Which lines below contain "dead"? Pull them out.

== Exercise data ==

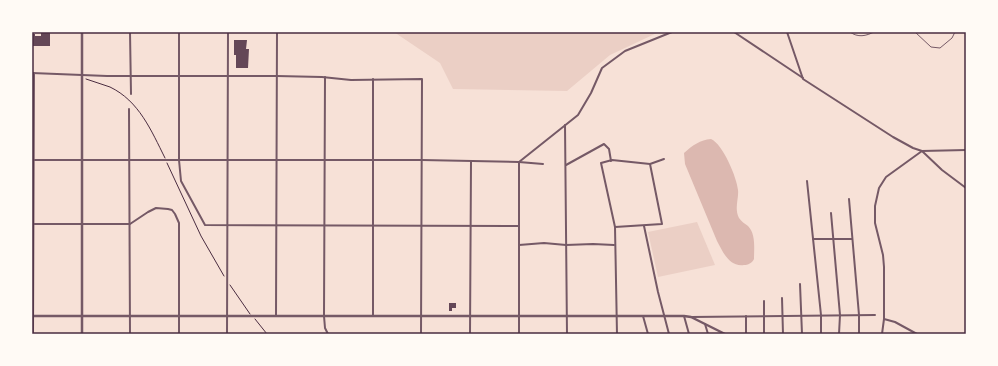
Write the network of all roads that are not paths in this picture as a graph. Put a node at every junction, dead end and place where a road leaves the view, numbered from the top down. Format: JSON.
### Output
{"nodes":[{"id":1,"x":82,"y":32,"type":"edge"},
{"id":2,"x":130,"y":32,"type":"edge"},
{"id":3,"x":179,"y":32,"type":"edge"},
{"id":4,"x":228,"y":32,"type":"edge"},
{"id":5,"x":277,"y":32,"type":"edge"},
{"id":6,"x":672,"y":32,"type":"edge"},
{"id":7,"x":734,"y":32,"type":"edge"},
{"id":8,"x":787,"y":32,"type":"edge"},
{"id":9,"x":850,"y":32,"type":"edge"},
{"id":10,"x":874,"y":32,"type":"edge"},
{"id":11,"x":915,"y":32,"type":"edge"},
{"id":12,"x":955,"y":32,"type":"edge"},
{"id":13,"x":33,"y":73,"type":"edge"},
{"id":14,"x":82,"y":75,"type":"junction"},
{"id":15,"x":130,"y":75,"type":"junction"},
{"id":16,"x":179,"y":76,"type":"junction"},
{"id":17,"x":228,"y":76,"type":"junction"},
{"id":18,"x":277,"y":76,"type":"junction"},
{"id":19,"x":325,"y":77,"type":"junction"},
{"id":20,"x":373,"y":79,"type":"junction"},
{"id":21,"x":803,"y":79,"type":"junction"},
{"id":22,"x":131,"y":94,"type":"dead end"},
{"id":23,"x":130,"y":109,"type":"dead end"},
{"id":24,"x":566,"y":126,"type":"junction"},
{"id":25,"x":966,"y":150,"type":"edge"},
{"id":26,"x":922,"y":151,"type":"junction"},
{"id":27,"x":664,"y":159,"type":"dead end"},
{"id":28,"x":33,"y":160,"type":"edge"},
{"id":29,"x":82,"y":160,"type":"junction"},
{"id":30,"x":129,"y":160,"type":"junction"},
{"id":31,"x":179,"y":160,"type":"junction"},
{"id":32,"x":228,"y":160,"type":"junction"},
{"id":33,"x":373,"y":160,"type":"junction"},
{"id":34,"x":422,"y":160,"type":"junction"},
{"id":35,"x":276,"y":161,"type":"junction"},
{"id":36,"x":325,"y":161,"type":"junction"},
{"id":37,"x":611,"y":161,"type":"junction"},
{"id":38,"x":471,"y":162,"type":"junction"},
{"id":39,"x":519,"y":162,"type":"junction"},
{"id":40,"x":543,"y":164,"type":"dead end"},
{"id":41,"x":650,"y":164,"type":"junction"},
{"id":42,"x":566,"y":165,"type":"junction"},
{"id":43,"x":807,"y":181,"type":"dead end"},
{"id":44,"x":966,"y":188,"type":"edge"},
{"id":45,"x":849,"y":199,"type":"dead end"},
{"id":46,"x":831,"y":214,"type":"dead end"},
{"id":47,"x":33,"y":224,"type":"edge"},
{"id":48,"x":130,"y":224,"type":"junction"},
{"id":49,"x":81,"y":225,"type":"junction"},
{"id":50,"x":228,"y":225,"type":"junction"},
{"id":51,"x":276,"y":225,"type":"junction"},
{"id":52,"x":324,"y":225,"type":"junction"},
{"id":53,"x":373,"y":225,"type":"junction"},
{"id":54,"x":422,"y":225,"type":"junction"},
{"id":55,"x":470,"y":225,"type":"junction"},
{"id":56,"x":519,"y":226,"type":"junction"},
{"id":57,"x":614,"y":226,"type":"junction"},
{"id":58,"x":644,"y":226,"type":"junction"},
{"id":59,"x":813,"y":239,"type":"junction"},
{"id":60,"x":834,"y":239,"type":"junction"},
{"id":61,"x":852,"y":239,"type":"junction"},
{"id":62,"x":519,"y":245,"type":"junction"},
{"id":63,"x":566,"y":245,"type":"junction"},
{"id":64,"x":614,"y":245,"type":"junction"},
{"id":65,"x":800,"y":284,"type":"dead end"},
{"id":66,"x":782,"y":298,"type":"dead end"},
{"id":67,"x":764,"y":301,"type":"dead end"},
{"id":68,"x":783,"y":315,"type":"junction"},
{"id":69,"x":802,"y":315,"type":"junction"},
{"id":70,"x":820,"y":315,"type":"junction"},
{"id":71,"x":840,"y":315,"type":"junction"},
{"id":72,"x":859,"y":315,"type":"junction"},
{"id":73,"x":875,"y":315,"type":"dead end"},
{"id":74,"x":32,"y":316,"type":"edge"},
{"id":75,"x":82,"y":316,"type":"junction"},
{"id":76,"x":130,"y":316,"type":"junction"},
{"id":77,"x":178,"y":316,"type":"junction"},
{"id":78,"x":227,"y":316,"type":"junction"},
{"id":79,"x":276,"y":316,"type":"junction"},
{"id":80,"x":324,"y":316,"type":"junction"},
{"id":81,"x":373,"y":316,"type":"junction"},
{"id":82,"x":567,"y":316,"type":"junction"},
{"id":83,"x":643,"y":316,"type":"junction"},
{"id":84,"x":664,"y":316,"type":"junction"},
{"id":85,"x":684,"y":316,"type":"junction"},
{"id":86,"x":691,"y":316,"type":"junction"},
{"id":87,"x":746,"y":316,"type":"junction"},
{"id":88,"x":764,"y":316,"type":"junction"},
{"id":89,"x":421,"y":317,"type":"junction"},
{"id":90,"x":469,"y":317,"type":"junction"},
{"id":91,"x":519,"y":317,"type":"junction"},
{"id":92,"x":616,"y":317,"type":"junction"},
{"id":93,"x":884,"y":319,"type":"junction"},
{"id":94,"x":705,"y":323,"type":"junction"},
{"id":95,"x":33,"y":334,"type":"edge"},
{"id":96,"x":82,"y":334,"type":"edge"},
{"id":97,"x":130,"y":334,"type":"edge"},
{"id":98,"x":179,"y":334,"type":"edge"},
{"id":99,"x":227,"y":334,"type":"edge"},
{"id":100,"x":328,"y":334,"type":"edge"},
{"id":101,"x":421,"y":334,"type":"edge"},
{"id":102,"x":470,"y":334,"type":"edge"},
{"id":103,"x":519,"y":334,"type":"edge"},
{"id":104,"x":567,"y":334,"type":"edge"},
{"id":105,"x":617,"y":334,"type":"edge"},
{"id":106,"x":648,"y":334,"type":"edge"},
{"id":107,"x":669,"y":334,"type":"edge"},
{"id":108,"x":689,"y":334,"type":"edge"},
{"id":109,"x":708,"y":334,"type":"edge"},
{"id":110,"x":724,"y":334,"type":"edge"},
{"id":111,"x":746,"y":334,"type":"edge"},
{"id":112,"x":764,"y":334,"type":"edge"},
{"id":113,"x":783,"y":334,"type":"edge"},
{"id":114,"x":802,"y":334,"type":"edge"},
{"id":115,"x":820,"y":334,"type":"edge"},
{"id":116,"x":839,"y":334,"type":"edge"},
{"id":117,"x":859,"y":334,"type":"edge"},
{"id":118,"x":882,"y":334,"type":"edge"},
{"id":119,"x":917,"y":334,"type":"edge"}],
"edges":[{"from":1,"to":14,"type":"street"},
{"from":2,"to":15,"type":"street"},
{"from":3,"to":16,"type":"street"},
{"from":4,"to":17,"type":"street"},
{"from":5,"to":18,"type":"street"},
{"from":6,"to":24,"type":"street"},
{"from":7,"to":21,"type":"street"},
{"from":8,"to":21,"type":"street"},
{"from":9,"to":10,"type":"lane"},
{"from":11,"to":12,"type":"lane"},
{"from":13,"to":14,"type":"street"},
{"from":13,"to":28,"type":"street"},
{"from":14,"to":15,"type":"street"},
{"from":14,"to":29,"type":"street"},
{"from":15,"to":16,"type":"street"},
{"from":15,"to":22,"type":"street"},
{"from":16,"to":17,"type":"street"},
{"from":16,"to":31,"type":"street"},
{"from":17,"to":18,"type":"street"},
{"from":17,"to":32,"type":"street"},
{"from":18,"to":19,"type":"street"},
{"from":18,"to":35,"type":"street"},
{"from":19,"to":20,"type":"street"},
{"from":19,"to":36,"type":"street"},
{"from":20,"to":33,"type":"street"},
{"from":20,"to":34,"type":"street"},
{"from":21,"to":26,"type":"street"},
{"from":23,"to":30,"type":"street"},
{"from":24,"to":39,"type":"street"},
{"from":24,"to":42,"type":"street"},
{"from":25,"to":26,"type":"street"},
{"from":26,"to":44,"type":"street"},
{"from":26,"to":93,"type":"street"},
{"from":27,"to":41,"type":"street"},
{"from":28,"to":29,"type":"street"},
{"from":28,"to":47,"type":"street"},
{"from":29,"to":30,"type":"street"},
{"from":29,"to":49,"type":"street"},
{"from":30,"to":31,"type":"street"},
{"from":30,"to":48,"type":"street"},
{"from":31,"to":32,"type":"street"},
{"from":31,"to":50,"type":"street"},
{"from":32,"to":35,"type":"street"},
{"from":32,"to":50,"type":"street"},
{"from":33,"to":34,"type":"street"},
{"from":33,"to":36,"type":"street"},
{"from":33,"to":53,"type":"street"},
{"from":34,"to":38,"type":"street"},
{"from":34,"to":54,"type":"street"},
{"from":35,"to":36,"type":"street"},
{"from":35,"to":51,"type":"street"},
{"from":36,"to":52,"type":"street"},
{"from":37,"to":41,"type":"street"},
{"from":37,"to":42,"type":"street"},
{"from":37,"to":57,"type":"street"},
{"from":38,"to":39,"type":"street"},
{"from":38,"to":55,"type":"street"},
{"from":39,"to":40,"type":"street"},
{"from":39,"to":56,"type":"street"},
{"from":41,"to":58,"type":"street"},
{"from":42,"to":63,"type":"street"},
{"from":43,"to":59,"type":"street"},
{"from":45,"to":61,"type":"street"},
{"from":46,"to":60,"type":"street"},
{"from":47,"to":49,"type":"street"},
{"from":47,"to":74,"type":"street"},
{"from":48,"to":49,"type":"street"},
{"from":48,"to":76,"type":"street"},
{"from":48,"to":77,"type":"street"},
{"from":49,"to":75,"type":"street"},
{"from":50,"to":51,"type":"street"},
{"from":50,"to":78,"type":"street"},
{"from":51,"to":52,"type":"street"},
{"from":51,"to":79,"type":"street"},
{"from":52,"to":53,"type":"street"},
{"from":52,"to":80,"type":"street"},
{"from":53,"to":54,"type":"street"},
{"from":53,"to":81,"type":"street"},
{"from":54,"to":55,"type":"street"},
{"from":54,"to":89,"type":"street"},
{"from":55,"to":56,"type":"street"},
{"from":55,"to":90,"type":"street"},
{"from":56,"to":62,"type":"street"},
{"from":57,"to":58,"type":"street"},
{"from":57,"to":64,"type":"street"},
{"from":58,"to":84,"type":"street"},
{"from":59,"to":60,"type":"street"},
{"from":59,"to":70,"type":"street"},
{"from":60,"to":61,"type":"street"},
{"from":60,"to":71,"type":"street"},
{"from":61,"to":72,"type":"street"},
{"from":62,"to":63,"type":"street"},
{"from":62,"to":91,"type":"street"},
{"from":63,"to":64,"type":"street"},
{"from":63,"to":82,"type":"street"},
{"from":64,"to":92,"type":"street"},
{"from":65,"to":69,"type":"street"},
{"from":66,"to":68,"type":"street"},
{"from":67,"to":88,"type":"street"},
{"from":68,"to":69,"type":"street"},
{"from":68,"to":88,"type":"street"},
{"from":68,"to":113,"type":"street"},
{"from":69,"to":70,"type":"street"},
{"from":69,"to":114,"type":"street"},
{"from":70,"to":71,"type":"street"},
{"from":70,"to":115,"type":"street"},
{"from":71,"to":72,"type":"street"},
{"from":71,"to":116,"type":"street"},
{"from":72,"to":73,"type":"street"},
{"from":72,"to":117,"type":"street"},
{"from":74,"to":75,"type":"street"},
{"from":74,"to":95,"type":"street"},
{"from":75,"to":76,"type":"street"},
{"from":75,"to":96,"type":"street"},
{"from":76,"to":77,"type":"street"},
{"from":76,"to":97,"type":"street"},
{"from":77,"to":78,"type":"street"},
{"from":77,"to":98,"type":"street"},
{"from":78,"to":79,"type":"street"},
{"from":78,"to":99,"type":"street"},
{"from":79,"to":80,"type":"street"},
{"from":80,"to":81,"type":"street"},
{"from":80,"to":100,"type":"street"},
{"from":81,"to":89,"type":"street"},
{"from":82,"to":91,"type":"street"},
{"from":82,"to":92,"type":"street"},
{"from":82,"to":104,"type":"street"},
{"from":83,"to":84,"type":"street"},
{"from":83,"to":92,"type":"street"},
{"from":83,"to":106,"type":"street"},
{"from":84,"to":85,"type":"street"},
{"from":84,"to":107,"type":"street"},
{"from":85,"to":86,"type":"street"},
{"from":85,"to":108,"type":"street"},
{"from":86,"to":87,"type":"street"},
{"from":86,"to":94,"type":"street"},
{"from":87,"to":88,"type":"street"},
{"from":87,"to":111,"type":"street"},
{"from":88,"to":112,"type":"street"},
{"from":89,"to":90,"type":"street"},
{"from":89,"to":101,"type":"street"},
{"from":90,"to":91,"type":"street"},
{"from":90,"to":102,"type":"street"},
{"from":91,"to":103,"type":"street"},
{"from":92,"to":105,"type":"street"},
{"from":93,"to":118,"type":"street"},
{"from":93,"to":119,"type":"street"},
{"from":94,"to":109,"type":"street"},
{"from":94,"to":110,"type":"street"}]}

===

— Reply to the task —
Write the network of all roads that are not paths in this picture as a graph. Put a node at every junction, dead end and place where a road leaves the view, numbered from the top down. Format: JSON.
{"id":22,"x":131,"y":94,"type":"dead end"},
{"id":23,"x":130,"y":109,"type":"dead end"},
{"id":27,"x":664,"y":159,"type":"dead end"},
{"id":40,"x":543,"y":164,"type":"dead end"},
{"id":43,"x":807,"y":181,"type":"dead end"},
{"id":45,"x":849,"y":199,"type":"dead end"},
{"id":46,"x":831,"y":214,"type":"dead end"},
{"id":65,"x":800,"y":284,"type":"dead end"},
{"id":66,"x":782,"y":298,"type":"dead end"},
{"id":67,"x":764,"y":301,"type":"dead end"},
{"id":73,"x":875,"y":315,"type":"dead end"},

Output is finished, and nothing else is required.